URGENTLY !! how to deal with a dataset with variable number of points in each object?

charlesq34 / pointnet2

PointNet++: Deep Hierarchical Feature Learning on Point Sets in a Metric Space

Other

3.12k stars 898 forks source link

URGENTLY !! how to deal with a dataset with variable number of points in each object? #28

Open Omar-Tag opened 6 years ago

Omar-Tag commented 6 years ago

i have a dataset with variable number of points in each object , what do i need to do to train the classification network ! ,, does the pointnet++ support variable length input , or do i have to preprocess my dataset to unify the number of points?

bw4sz commented 6 years ago

@Omar-Tag can you share about your preprocessing pipeline. I'm probing the structure right now, trying to get a sense for the steps to match the desired inputs.

ZeweiXu commented 6 years ago

@bw4sz Any progress with your work? I am also curious your way of dealing with variable number of points of object. Thank you.

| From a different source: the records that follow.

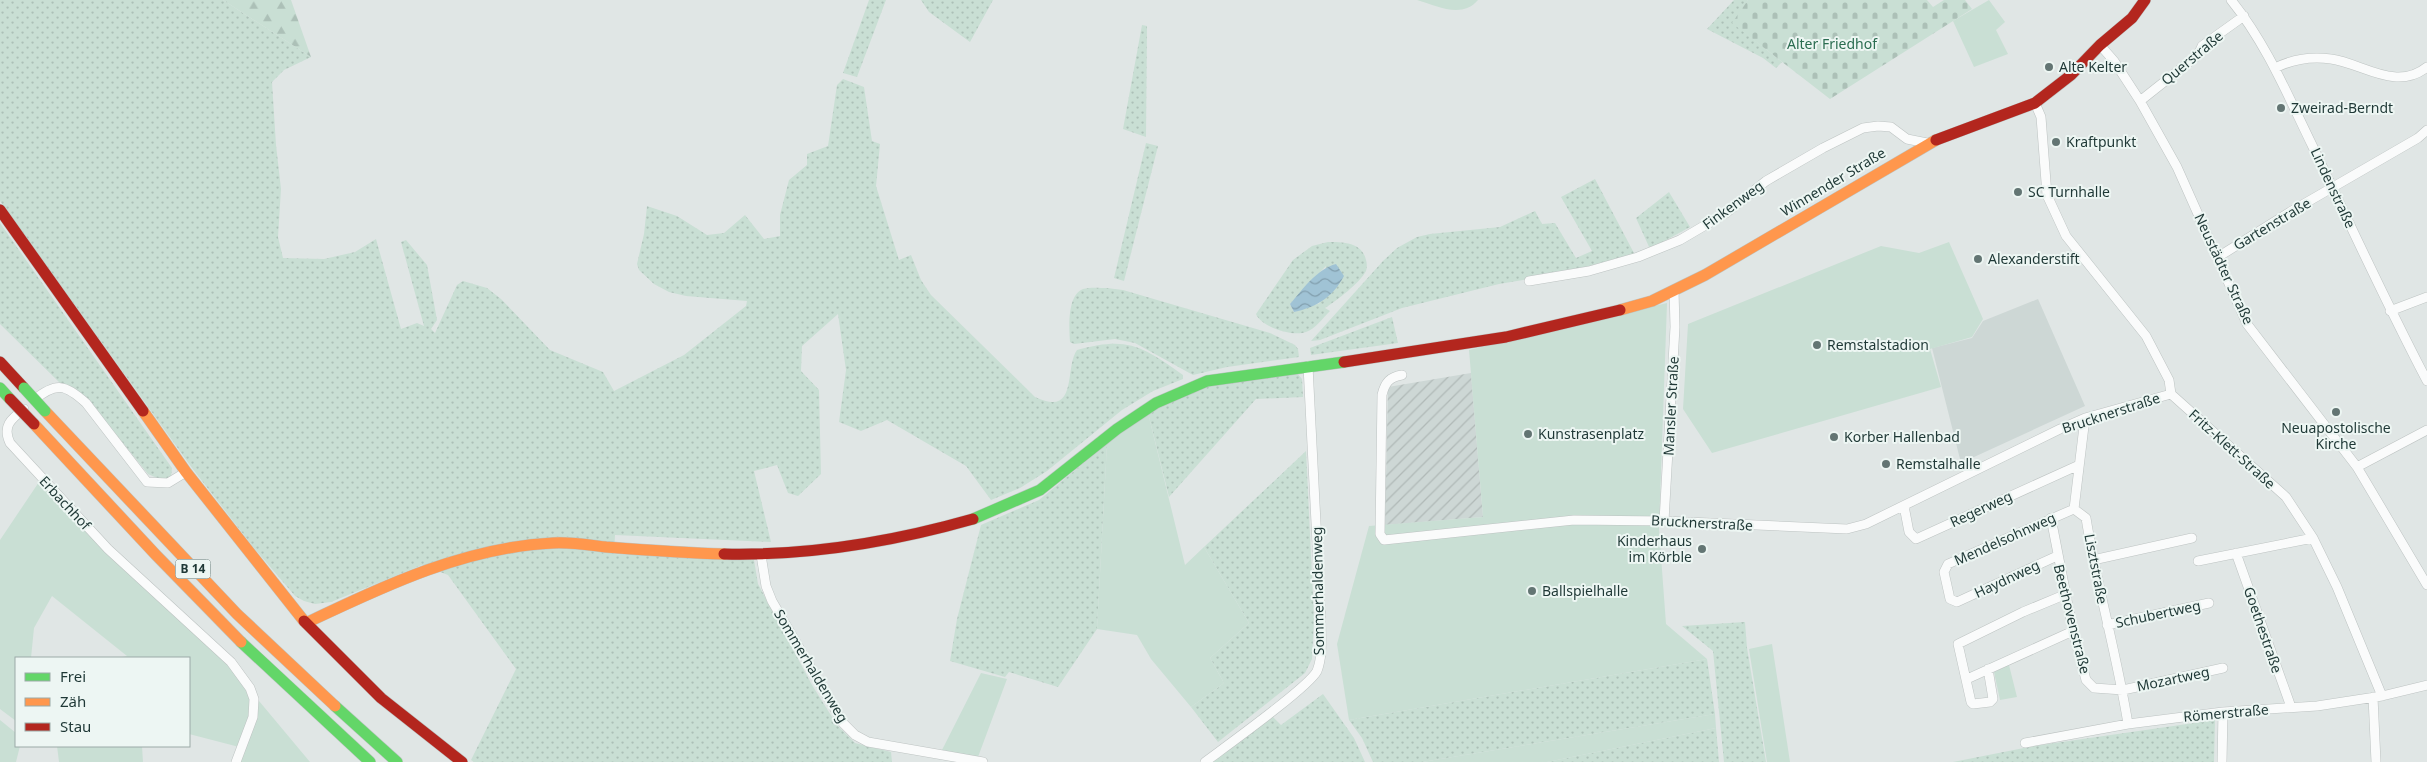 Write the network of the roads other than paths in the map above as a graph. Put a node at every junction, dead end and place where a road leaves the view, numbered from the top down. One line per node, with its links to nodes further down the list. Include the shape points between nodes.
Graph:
1 (2145, 0): 4 (main road, Winnender Straße, via 2132,18)
2 (2231, 0): 3 (street, Lindenstraße)
3 (2244, 16): 6 (street, Lindenstraße); 7 (street, Querstraße, via 2202,46 2198,55)
4 (2100, 45): 7 (street, Neustädter Straße); 8 (main road, Winnender Straße, via 2071,75)
5 (2427, 67): 6 (street, via 2401,77 2380,75 2333,59 2293,59)
6 (2275, 68): 11 (street, Lindenstraße)
7 (2140, 101): 13 (street, Neustädter Straße, via 2177,167)
8 (2035, 103): 10 (main road, Winnender Straße); 23 (street, via 2041,118 2047,195 2066,236 2146,336 2169,380)
9 (2427, 130): 11 (street, Gartenstraße)
10 (1927, 143): 14 (street, Finkenweg, via 1906,139 1891,127 1863,128 1766,181 1726,213 1680,240 1638,257 1589,271); 15 (main road, Winnender Straße)
11 (2333, 189): 13 (street, Gartenstraße); 17 (street, Lindenstraße)
12 (0, 210): 28 (main road)
13 (2218, 257): 27 (street, Neustädter Straße, via 2247,324)
14 (1529, 281)
15 (1674, 290): 19 (main road, Winnender Straße, via 1628,308 1506,337 1450,348); 32 (street, Mansler Straße, via 1675,327)
16 (2427, 297): 17 (street)
17 (2390, 311): 21 (street, Lindenstraße)
18 (0, 362): 59 (main road, B 14, bridge, via 237,614)
19 (1308, 366): 36 (main road, Winnender Straße, via 1207,381 1179,392 1117,429 1040,490 984,516 888,541); 62 (street, Sommerhaldenweg, via 1321,653 1316,672 1293,694)
20 (1402, 375): 32 (street, Brucknerstraße, via 1384,384 1382,395 1380,534 1384,540 1574,520)
21 (2427, 381)
22 (0, 388): 58 (main road, B 14, bridge, via 221,622)
23 (2171, 394): 24 (street, Brucknerstraße); 34 (street, Fritz-Klett-Straße, via 2286,497)
24 (2086, 418): 26 (street); 29 (street, Brucknerstraße)
25 (2427, 430): 27 (street)
26 (2079, 465): 29 (street, Regerweg, via 1916,539 1909,532); 30 (street)
27 (2357, 467): 40 (street, Neustädter Straße)
28 (186, 472): 44 (main road); 57 (street, Erbachhof, via 168,483 147,482 86,403 74,392 60,387 44,391 10,420 6,428 10,443 108,549 231,662 250,688 254,699 253,717)
29 (1904, 506): 32 (street, Brucknerstraße, via 1848,529)
30 (2074, 508): 31 (street, Mendelsohnweg); 38 (street, Lisztstraße, via 2086,518)
31 (2051, 518): 37 (street, Beethovenstraße); 42 (street, Mendelsohnweg, via 1948,564 1944,572 1950,599)
32 (1664, 521)
33 (2192, 538): 38 (street)
34 (2313, 538): 35 (street); 52 (street, Fritz-Klett-Straße, via 2337,586)
35 (2236, 553): 39 (street); 53 (street, Goethestraße)
36 (761, 555): 44 (main road, Winnender Straße, via 555,543 519,546 466,556 435,567); 61 (street, Sommerhaldenweg, via 772,602 826,696 855,736 868,742)
37 (2057, 556): 41 (street, Beethovenstraße); 42 (street, Haydnweg)
38 (2093, 560): 45 (street, Lisztstraße)
39 (2198, 561)
40 (2427, 585)
41 (2064, 595): 46 (street, Beethovenstraße); 49 (street, via 1958,644)
42 (1957, 602)
43 (2208, 603): 45 (street, Schubertweg)
44 (306, 623): 60 (main road, via 382,698)
45 (2107, 625): 51 (street, Lisztstraße)
46 (2073, 631): 47 (street); 51 (street, Beethovenstraße, via 2086,680 2094,688)
47 (1988, 668): 49 (street); 49 (street, via 1994,693 1990,702 1976,705 1970,702)
48 (2223, 668): 51 (street, Mozartweg)
49 (1967, 679)
50 (2427, 685): 52 (street, Römerstraße)
51 (2123, 690): 55 (street, Lisztstraße)
52 (2378, 697): 53 (street, Römerstraße); 64 (street, Fritz-Klett-Straße)
53 (2291, 707): 54 (street, Römerstraße)
54 (2223, 712): 55 (street, Römerstraße); 63 (street)
55 (2128, 724): 56 (street, Römerstraße)
56 (2025, 742)
57 (236, 762)
58 (370, 762)
59 (397, 762)
60 (462, 762)
61 (983, 762)
62 (1206, 762)
63 (2222, 762)
64 (2376, 762)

Omar-Tag commented 6 years ago

@bw4sz @ZeweiXu. , I have managed to set the num of points to 500 ( decided this by trial and error) , i used created some simple scripts as sampled points for smaller objects until it reach 500 just be adding a point between each point and its nearest one, and for bigger objects i just subsample the points by taking one point and neglect the next N points and so on, where N =1,2,3.... , This doesnt affect the general shape of any objects and i have applied it on object extracted from the KITTI benchmark and trained the pointnet on it. I hope this would help and i will be interested for any suggestions

pyni commented 5 years ago

scosar commented 5 years ago

@Omar-Tag can you give some details on how did you resample your data to a fixed number of points?

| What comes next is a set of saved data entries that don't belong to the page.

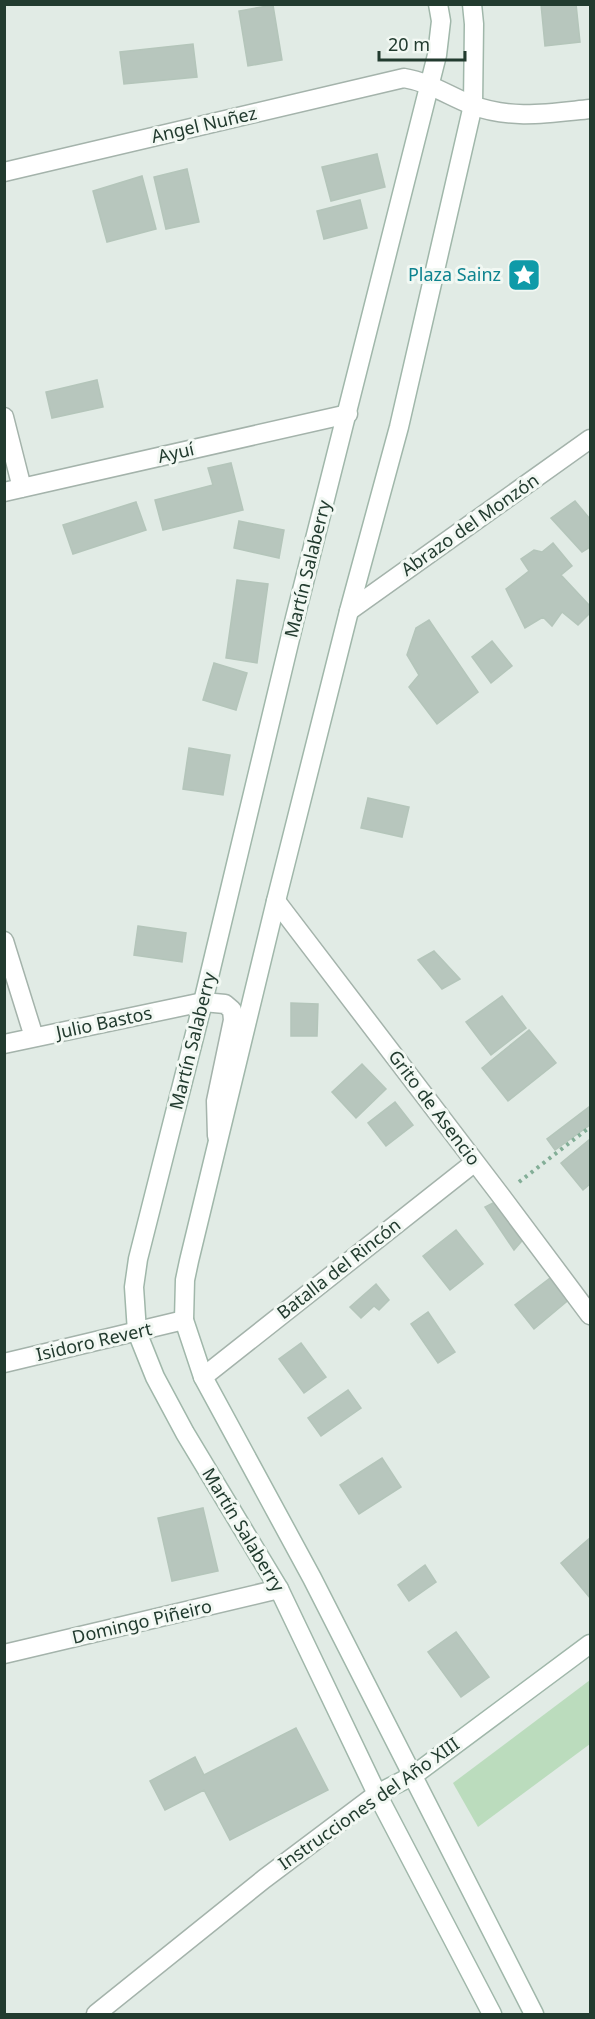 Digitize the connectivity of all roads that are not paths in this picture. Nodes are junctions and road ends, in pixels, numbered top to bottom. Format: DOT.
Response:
graph roads {
  1 [pos="438,4"];
  2 [pos="472,4"];
  3 [pos="430,86"];
  4 [pos="473,105"];
  5 [pos="591,109"];
  6 [pos="4,172"];
  7 [pos="348,414"];
  8 [pos="4,417"];
  9 [pos="591,439"];
  10 [pos="13,490"];
  11 [pos="349,610"];
  12 [pos="276,901"];
  13 [pos="4,941"];
  14 [pos="203,1002"];
  15 [pos="34,1037"];
  16 [pos="4,1044"];
  17 [pos="218,1144"];
  18 [pos="475,1162"];
  19 [pos="591,1315"];
  20 [pos="184,1320"];
  21 [pos="137,1332"];
  22 [pos="4,1363"];
  23 [pos="203,1377"];
  24 [pos="279,1589"];
  25 [pos="591,1644"];
  26 [pos="4,1654"];
  27 [pos="414,1775"];
  28 [pos="377,1794"];
  29 [pos="96,2014"];
  30 [pos="492,2014"];
  31 [pos="534,2014"];
  1 -- 3 [label="street, Martín Salaberry"];
  2 -- 4 [label="street, Martín Salaberry"];
  3 -- 4 [label="street"];
  3 -- 6 [label="street, Angel Nuñez"];
  3 -- 7 [label="street, Martín Salaberry"];
  4 -- 5 [label="street"];
  4 -- 11 [label="street, Martín Salaberry"];
  7 -- 10 [label="street, Ayuí"];
  7 -- 14 [label="street, Martín Salaberry"];
  8 -- 10 [label="street"];
  9 -- 11 [label="street, Abrazo del Monzón"];
  11 -- 12 [label="street, Martín Salaberry"];
  12 -- 17 [label="street, Martín Salaberry"];
  12 -- 18 [label="street, Grito de Asencio"];
  13 -- 15 [label="street"];
  14 -- 15 [label="street, Julio Bastos"];
  14 -- 17 [label="street"];
  14 -- 21 [label="street, Martín Salaberry"];
  15 -- 16 [label="street, Julio Bastos"];
  17 -- 20 [label="street, Martín Salaberry"];
  18 -- 19 [label="street, Grito de Asencio"];
  18 -- 23 [label="street, Batalla del Rincón"];
  20 -- 21 [label="street, Isidoro Revert"];
  20 -- 23 [label="street, Martín Salaberry"];
  21 -- 22 [label="street, Isidoro Revert"];
  21 -- 24 [label="street, Martín Salaberry"];
  23 -- 27 [label="street, Martín Salaberry"];
  24 -- 26 [label="street, Domingo Piñeiro"];
  24 -- 28 [label="street, Martín Salaberry"];
  25 -- 27 [label="street, Instrucciones del Año XIII"];
  27 -- 28 [label="street, Instrucciones del Año XIII"];
  27 -- 31 [label="street, Martín Salaberry"];
  28 -- 29 [label="street, Instrucciones del Año XIII"];
  28 -- 30 [label="street, Martín Salaberry"];
}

I am trying to train the object classifier network using KITTI dataset. In the point cloud library, I found some code to create mesh and sample from it, which results increasing the number of points. However, the number of points is still not fixed. It just varies based on the structure of the object.

Omar-Tag commented 5 years ago

@scosar check my comment above .

U should create a script for preproccesing the dataset ,For more illustration: First of all in my approach i cropped the objects from the scene using the bounding boxes annotation that is provided by the dataset then:

1 - For objects with num of points less than my desired (which was 500 points ) ,i computed the distance matrix for the all points of object and then looped over each point in the matrix , searching for the the nearest point to it ( minmum distance ) then i compute an average point that lies at the mid distance between both points( original and its nearest) simply new point will be [(x1 + x2)/2 , (y1+y2)/2 ,( z1+z2)/2 ]

2- for object with points greater than 500 , i looped over all the points and i remove 1 point every R points where R is the a ratio of num of points /desired num and keep doing this until i reach my desired number

ShiQiu0419 commented 5 years ago

I am not sure whether interpolation is a good way to do, maybe the linear relationship between the original points and the interpolated points would affect the performance.

One of the preproecessing is to extract a subsut pointcloud from the original one, that is to downsample the number of points to a suitable number. For example, you can use Farthest Point Sampling to extract a subset pointcloud with expected number of points. I guess that is how the author created ShapeNet Part Dataset HDF5 as the training set of Part Segmentation task in Pointnet, since original ShapeNet dataset has more than 17000 models with different numbers of points of each model, while the provided HDF5 dataset has only 16000 models with fixed 2048 points of each model. I suppose the models with less than 2048 points are removed.